The Saxon army fell back on the right and spread out to cover for the missing Mercians and the Essex men worked their way to the River Crouch so they couldn’t be outflanked and the English army took on the look of a one armed man fighting. They continued their own rearward advance along the River Crouch until darkness saved them and they fled the field.

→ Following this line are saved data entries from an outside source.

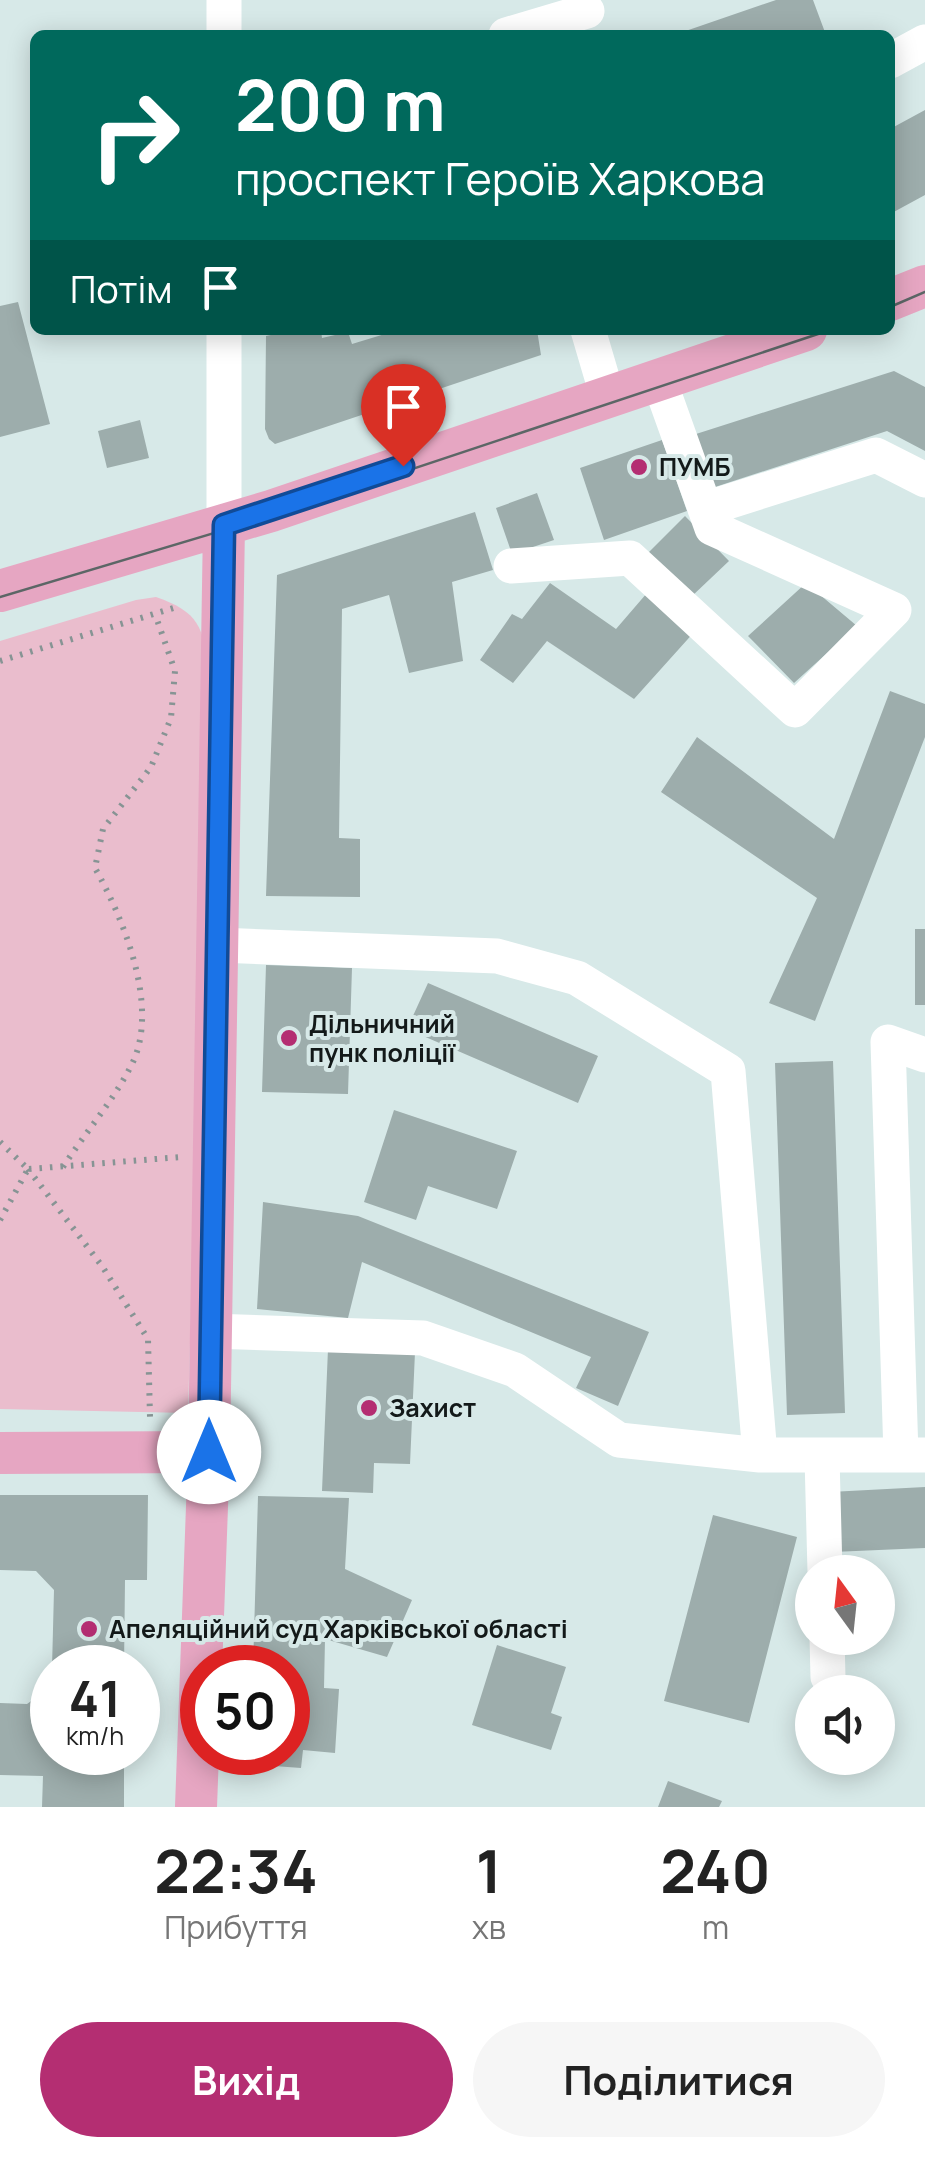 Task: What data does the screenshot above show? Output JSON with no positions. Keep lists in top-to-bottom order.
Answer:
{
  "places": [
    "ПУМБ",
    "Дільничний пунк поліції",
    "Захист",
    "Апеляційний суд Харківської області"
  ],
  "north": "top",
  "page": {
    "turn": ["200 m", "проспект Героїв Харкова"],
    "then": "Потім",
    "speed": "41 km/h",
    "limit": "50",
    "eta": [
      "22:34",
      "Прибуття",
      "1",
      "хв",
      "240",
      "m"
    ],
    "buttons": ["Вихід", "Поділитися"]
  }
}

Prince Hraerik looked for Hallveig and her chantreusses after the battle and found them resting in King Canute’s pavilion near the crest of Canewdon. “It’s too cold tonight for the children to be sleeping in a tent,” he told her and he offered them the captain’s cabin of his shieldship, and he helped carry some of them to his ship and got them all set up in it. “I’ll come check on you once I check on my men.” The Prince rode back up Canewdon hill to the Pavilion of Canute and celebrated victory toasts with Valdy and Jarl Eirik and the others, then he had his legions set up a security perimeter and posted guards around the field of battle to prevent theft and disfigurement. Then he returned to his ship and found the children all asleep and Hallveig sitting in his great chair crying. He saw that she was still covered in the blood of Sweyn’s sons and had just thrown her clothes overtop the red of it when she had led the children away from the battle. He calmed her and held her and asked her if he could wash her and he carried her over to his map table and he laid her upon it. He got a basin of water and a cloth and he stripped Hallveig’s clothes off and began to wash her body and he massaged her muscles. He felt the Irpa in her and her metallic silver skin was hard but grew soft on contact in a strange yet sensuous manner and he took his time washing her and admired her fine well-muscled body. While he was washing her, she drifted off and the shutters of one of the windows to the cabin blew open and a breeze entered the room. He went over and closed the shutters and secured them and returned to Hallveig and finished washing her, then covered her in a blanket and carried her back to his great chair and he sat in it and held Hallveig in his arms and comforted her.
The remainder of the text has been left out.